Como esos buenos libros o películas que tienen múltiples interpretaciones, o como esas canciones que a cada uno le despiertan un sentimiento distinto, así siento que Figueras paso por acá: hay tantas aristas y se lo puede leer desde tantos ángulos que se vuelve inagotable.
Por mi parte, me quedo con el Figueras hacedor, lejos del bronce, en contra de la solemnidad y con un fondo de atorrante que nunca perdió. Su infinita capacidad de ingeniárselas como sea para seguir haciendo eso que tanto le gustaba: subirse a un auto y manejar.

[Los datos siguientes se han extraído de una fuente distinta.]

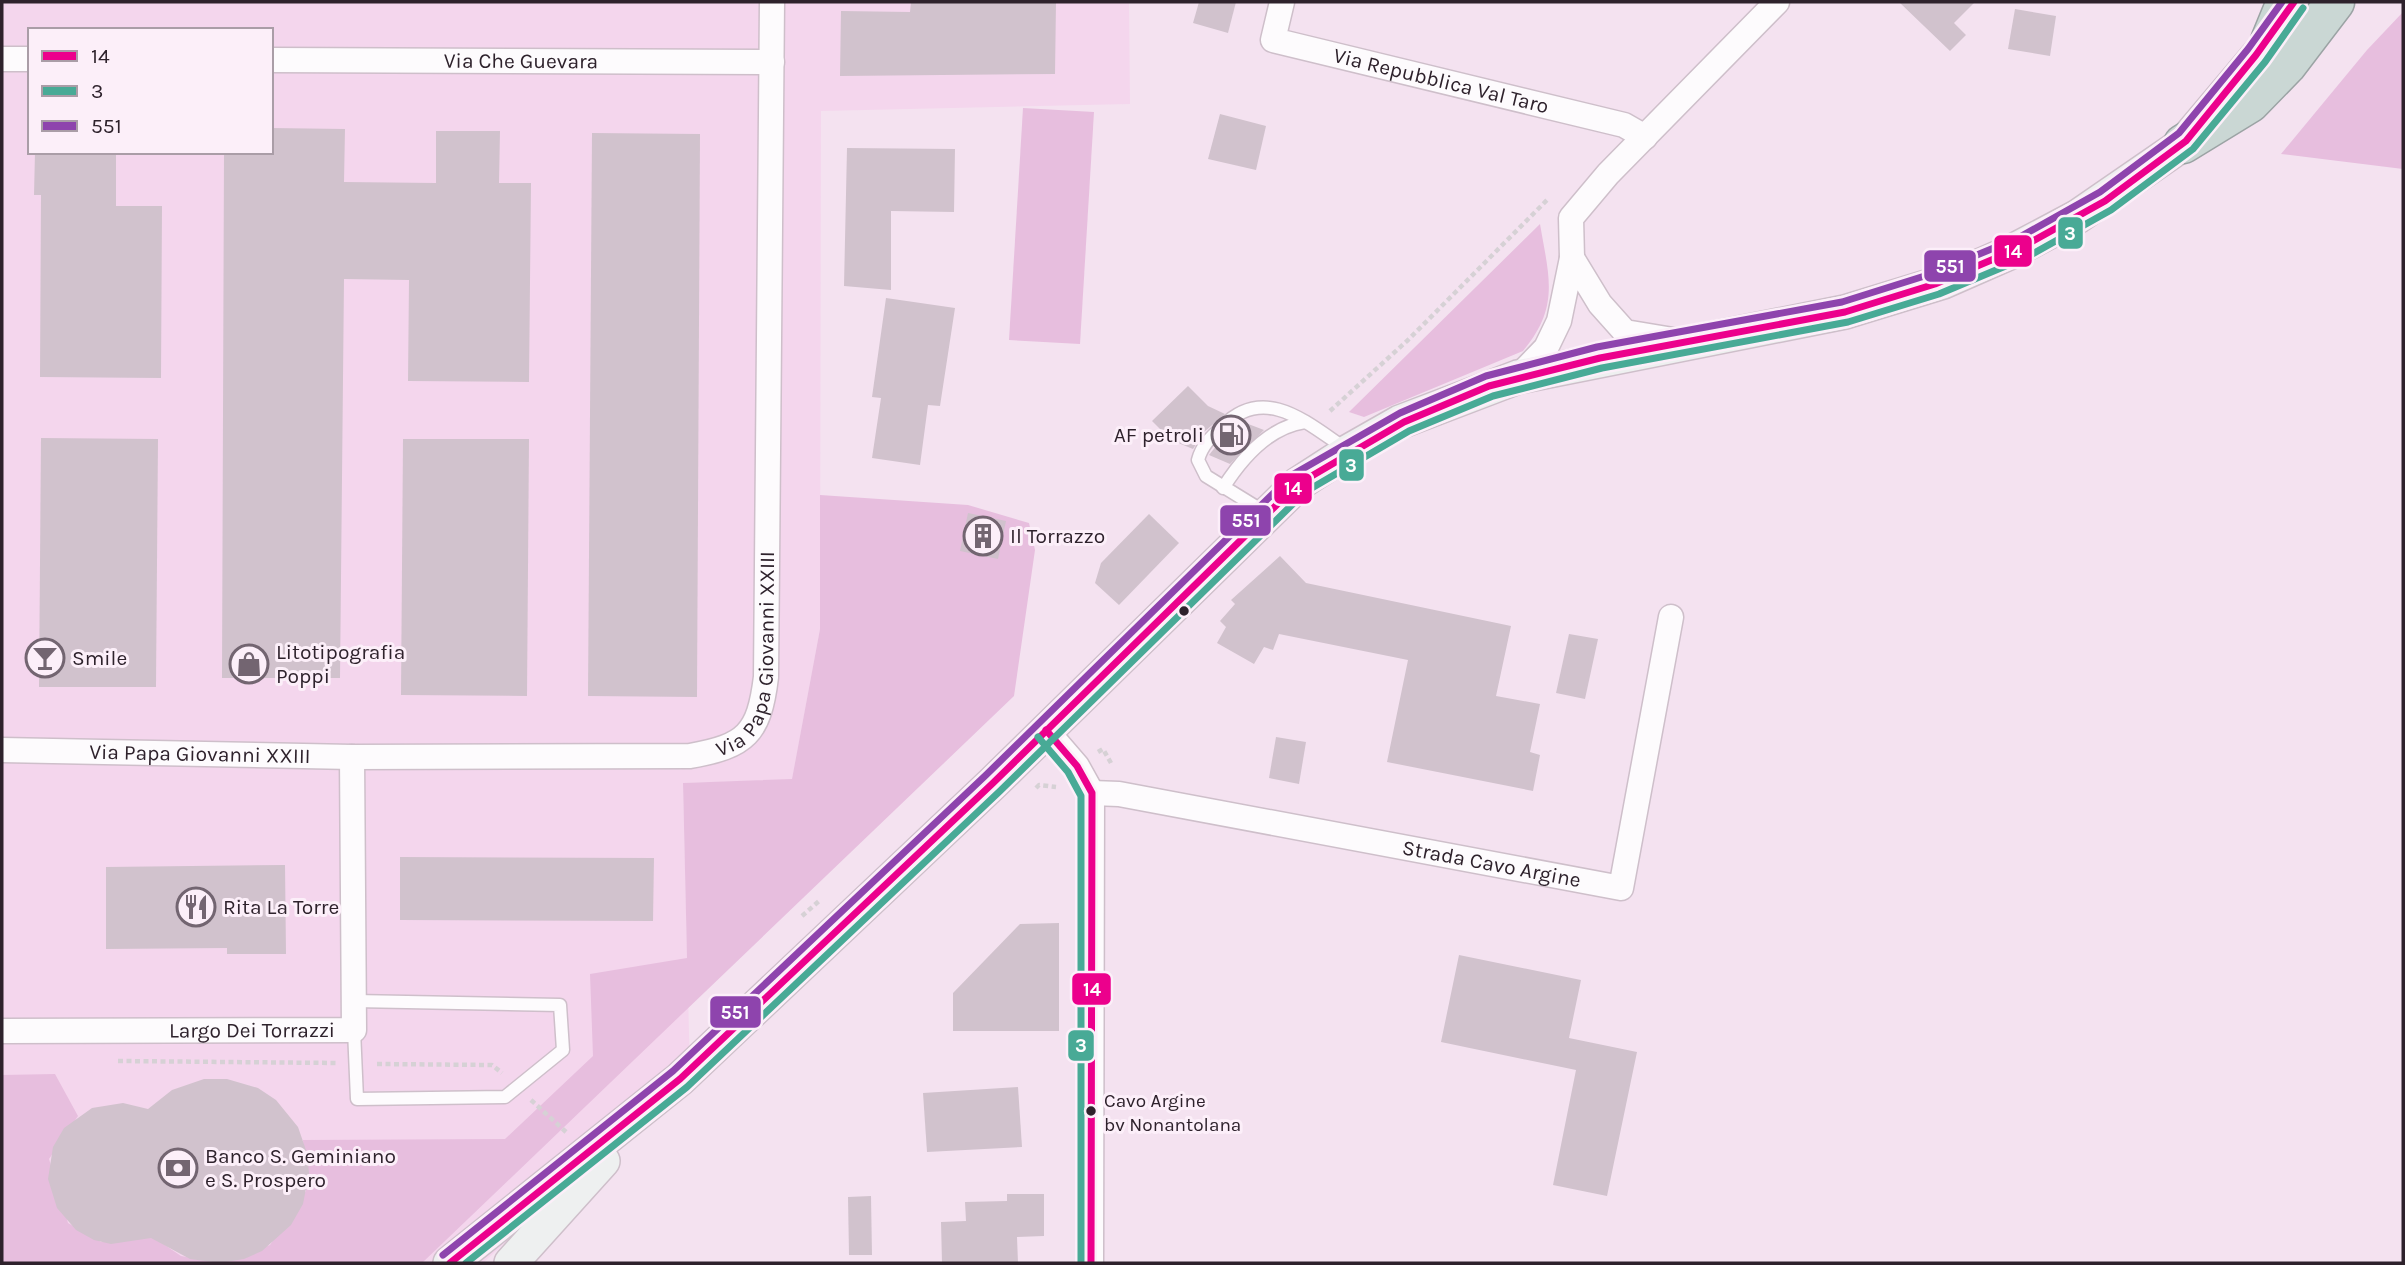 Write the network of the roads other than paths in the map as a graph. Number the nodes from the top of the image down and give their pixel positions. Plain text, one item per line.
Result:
1 (772, 2) edge
2 (1282, 2) edge
3 (1777, 2) edge
4 (2286, 2) edge
5 (2294, 2) edge
6 (2335, 2) edge
7 (2270, 41) junction
8 (2, 59) edge
9 (28, 59) edge
10 (273, 60) edge
11 (772, 62) junction
12 (1645, 137) junction
13 (2183, 144) junction
14 (1572, 258) junction
15 (1684, 342) junction
16 (1518, 377) junction
17 (1309, 425) junction
18 (1349, 450) junction
19 (1223, 488) junction
20 (1266, 513) junction
21 (1671, 617) dead end
22 (1046, 730) junction
23 (2, 750) edge
24 (352, 757) junction
25 (1092, 793) junction
26 (355, 1001) junction
27 (354, 1030) junction
28 (2, 1031) edge
29 (667, 1089) junction
30 (450, 1263) edge
31 (511, 1263) edge
32 (1091, 1263) edge

1 - 11 street, Via Papa Giovanni XXIII
2 - 12 street, Via Repubblica Val Taro
3 - 12 street
4 - 7 highway
5 - 7 main road
6 - 13 highway
7 - 13 main road
8 - 9 street
10 - 11 street, Via Che Guevara
11 - 24 street, Via Papa Giovanni XXIII
12 - 14 street
13 - 15 main road
14 - 15 street
14 - 16 street
15 - 16 main road
16 - 18 main road
17 - 18 lane
17 - 19 lane
17 - 19 lane
18 - 20 main road
19 - 20 lane
20 - 22 main road
21 - 25 street, Strada Cavo Argine
22 - 25 street
22 - 29 main road
23 - 24 street, Via Papa Giovanni XXIII
24 - 26 street, Largo Dei Torrazzi
25 - 32 street
26 - 27 street, Largo Dei Torrazzi
26 - 27 lane
27 - 28 street, Largo Dei Torrazzi
29 - 30 main road
29 - 31 main road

En lo personal, nos teníamos respeto y cariño. Cada vez que pisaba Buenos Aires le escribía para vernos y fue una suerte haberlo hecho también la última vez. Nos juntamos en Posadas y Ayacucho, en un café frente a La Rambla, su bar preferido durante años pero al que ya no iba tanto (“¿viste lo que cobran un feca?, están locos”).
Después me acercó unas cuadras en su Fiat Coupé blanco:
– ¿Me llevás en la Ferrari?
– ¡Ja! Me compré este auto de viejo ridículo porque siempre me gustó, dale subite.
Figueras fue muchas cosas. Cronista estrella en una época de oro del automovilismo, periodista visionario y el tester que redefinió cómo se tenía que probar un auto en Argentina para que el público lo entienda. Para mí, además, fue el tipo de la revista que escondía abajo del pupitre en el colegio, el loco lindo del que mi viejo me hablaba desde que tengo memoria y, por sobre todo, el recordatorio de que los sueños están para cumplirse.
Me gusta que la última vez que nos vimos haya sido en un auto, él al volante y yo de acompañante.
Perdón por grabarte sin permiso. Y gracias por todo, maestro.